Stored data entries
▼

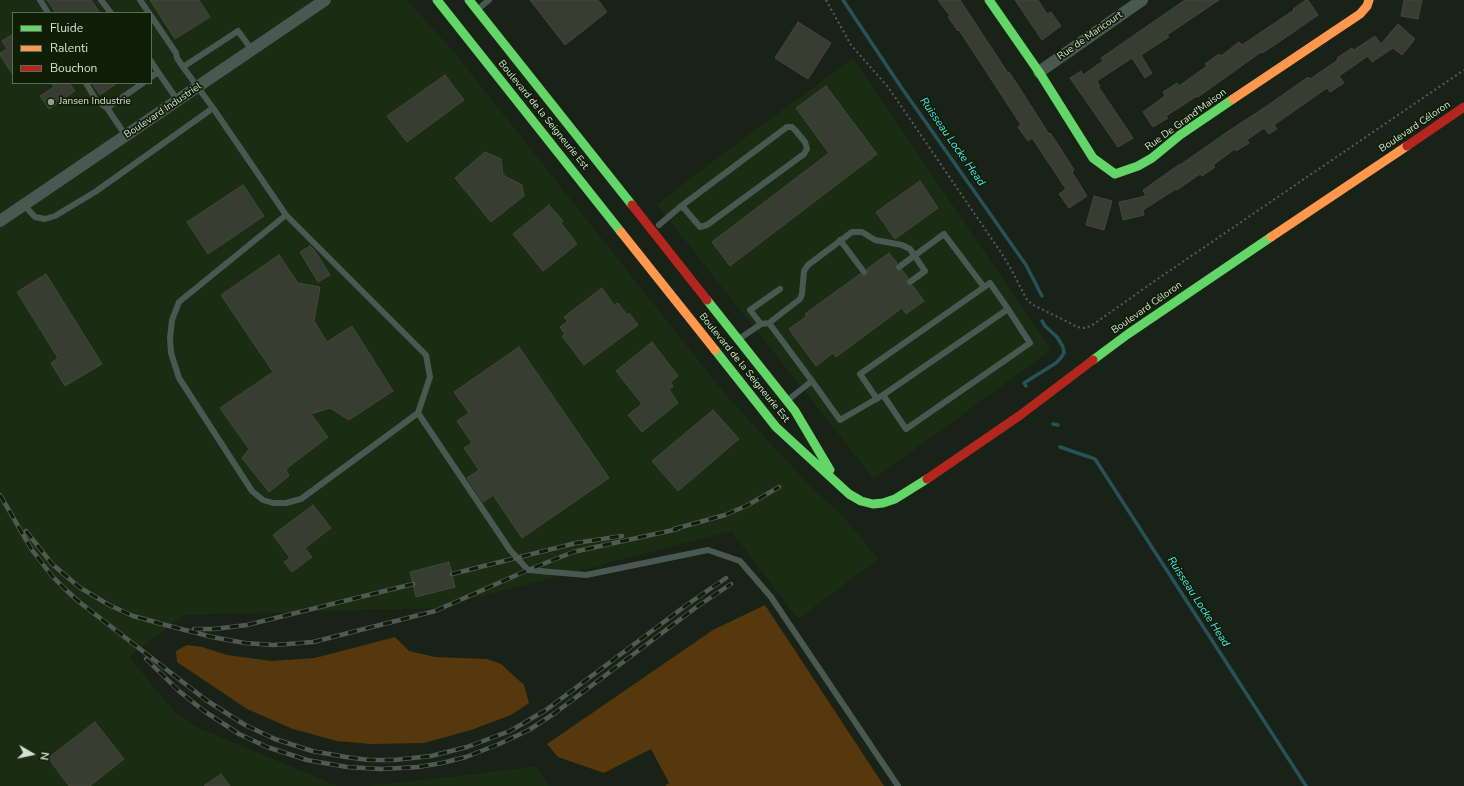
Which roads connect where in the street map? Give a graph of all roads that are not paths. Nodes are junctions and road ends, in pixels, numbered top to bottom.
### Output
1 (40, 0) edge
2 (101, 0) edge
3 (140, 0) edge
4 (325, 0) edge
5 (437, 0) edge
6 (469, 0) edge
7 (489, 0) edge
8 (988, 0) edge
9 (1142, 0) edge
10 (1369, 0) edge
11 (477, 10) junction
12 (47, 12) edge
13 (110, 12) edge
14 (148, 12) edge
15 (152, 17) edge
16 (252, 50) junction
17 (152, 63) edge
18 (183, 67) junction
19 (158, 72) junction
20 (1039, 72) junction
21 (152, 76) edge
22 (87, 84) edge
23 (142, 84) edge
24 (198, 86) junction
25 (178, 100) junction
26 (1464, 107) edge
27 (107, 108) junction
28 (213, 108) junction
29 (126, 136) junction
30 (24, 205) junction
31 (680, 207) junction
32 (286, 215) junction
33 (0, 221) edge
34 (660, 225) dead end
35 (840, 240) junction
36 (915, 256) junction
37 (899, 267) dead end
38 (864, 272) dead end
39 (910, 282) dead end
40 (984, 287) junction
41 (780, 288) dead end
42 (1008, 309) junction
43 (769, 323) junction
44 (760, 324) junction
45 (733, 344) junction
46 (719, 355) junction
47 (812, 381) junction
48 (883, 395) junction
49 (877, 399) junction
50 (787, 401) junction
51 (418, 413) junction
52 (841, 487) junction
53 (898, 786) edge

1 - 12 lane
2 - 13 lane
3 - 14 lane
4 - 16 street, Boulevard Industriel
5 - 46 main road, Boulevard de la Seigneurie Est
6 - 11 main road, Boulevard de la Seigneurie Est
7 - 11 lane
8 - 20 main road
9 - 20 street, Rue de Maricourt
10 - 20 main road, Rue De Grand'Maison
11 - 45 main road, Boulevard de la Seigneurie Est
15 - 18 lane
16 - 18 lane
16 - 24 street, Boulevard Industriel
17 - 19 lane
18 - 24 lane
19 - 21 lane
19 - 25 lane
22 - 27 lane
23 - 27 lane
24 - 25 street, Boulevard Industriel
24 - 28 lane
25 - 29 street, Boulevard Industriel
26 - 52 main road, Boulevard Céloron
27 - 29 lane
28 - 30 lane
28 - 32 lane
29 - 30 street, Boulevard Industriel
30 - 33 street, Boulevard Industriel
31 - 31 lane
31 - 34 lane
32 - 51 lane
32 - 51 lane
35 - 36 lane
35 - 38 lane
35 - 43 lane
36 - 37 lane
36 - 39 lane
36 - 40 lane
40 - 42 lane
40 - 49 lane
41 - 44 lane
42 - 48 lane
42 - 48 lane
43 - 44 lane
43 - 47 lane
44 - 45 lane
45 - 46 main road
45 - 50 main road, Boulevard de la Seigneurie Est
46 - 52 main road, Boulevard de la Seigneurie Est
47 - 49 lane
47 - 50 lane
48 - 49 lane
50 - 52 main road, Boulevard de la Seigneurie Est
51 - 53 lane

▲

#### [INSTRUCTIONS FOR THE TASK]
From the entries, work out how many lines include the word "dead", answering with the number only.

#### [ANSWER FOR THE TASK]
5